Collected data entries
+--

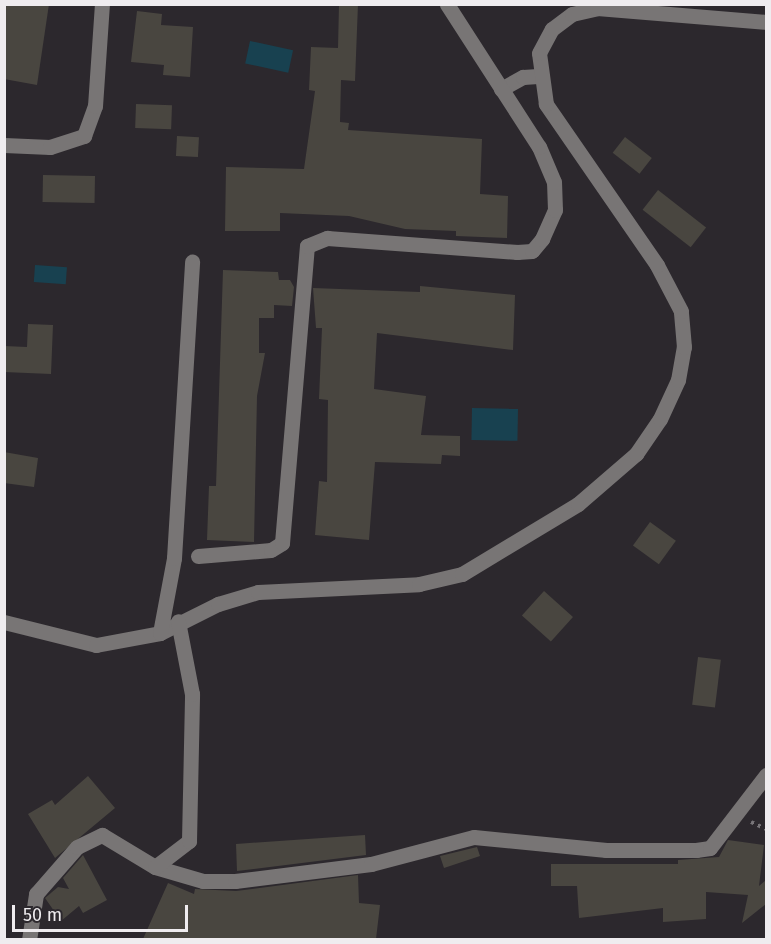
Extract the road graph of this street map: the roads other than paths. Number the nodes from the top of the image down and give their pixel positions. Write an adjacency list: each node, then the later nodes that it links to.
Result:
1 (102, 4): 6 (street)
2 (447, 4): 5 (street)
3 (766, 22): 4 (street)
4 (538, 76): 5 (street); 9 (street)
5 (501, 89): 8 (street)
6 (4, 145)
7 (192, 262): 11 (street)
8 (198, 556)
9 (178, 621): 11 (street); 13 (street)
10 (4, 622): 11 (street)
11 (160, 633)
12 (766, 775): 13 (street)
13 (155, 867): 14 (street)
14 (29, 939)

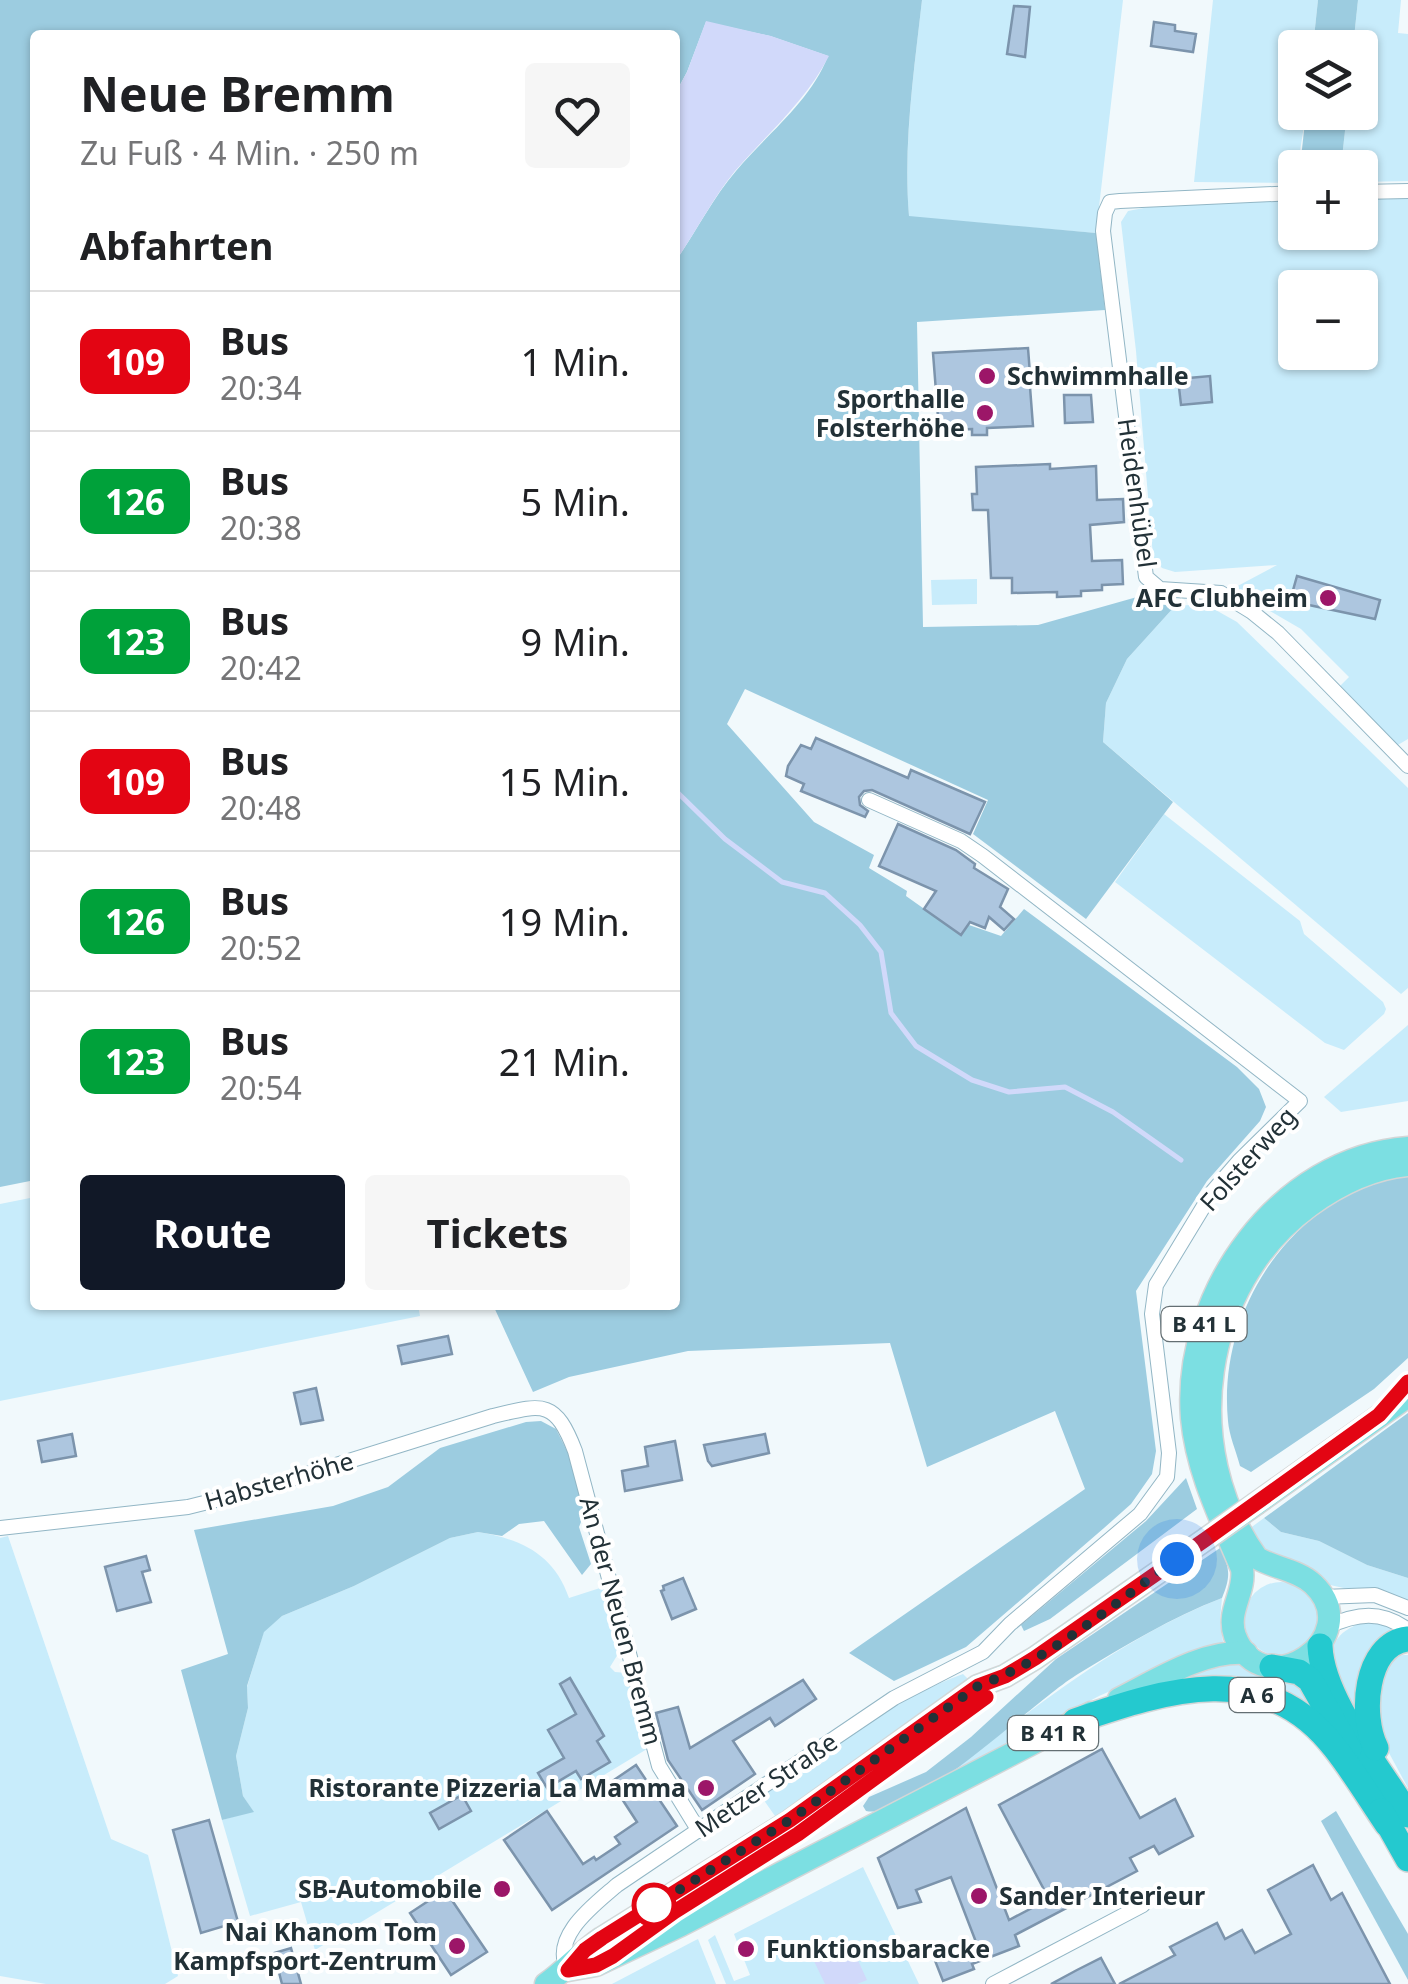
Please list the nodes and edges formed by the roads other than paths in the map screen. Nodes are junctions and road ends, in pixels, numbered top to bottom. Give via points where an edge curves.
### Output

+--

All the lines above are to be given again exactly as they read, with the pictures removed.

Extract the road graph of this street map: the roads other than paths. Number the nodes from the top of the image down and give their pixel positions. Write an adjacency list: each node, then the later nodes that it links to.
Result:
1 (102, 4): 6 (street)
2 (447, 4): 5 (street)
3 (766, 22): 4 (street)
4 (538, 76): 5 (street); 9 (street)
5 (501, 89): 8 (street)
6 (4, 145)
7 (192, 262): 11 (street)
8 (198, 556)
9 (178, 621): 11 (street); 13 (street)
10 (4, 622): 11 (street)
11 (160, 633)
12 (766, 775): 13 (street)
13 (155, 867): 14 (street)
14 (29, 939)

Please list the nodes and edges formed by the roads other than paths in the map screen. Nodes are junctions and road ends, in pixels, numbered top to bottom. Give via points where an edge curves.
### Output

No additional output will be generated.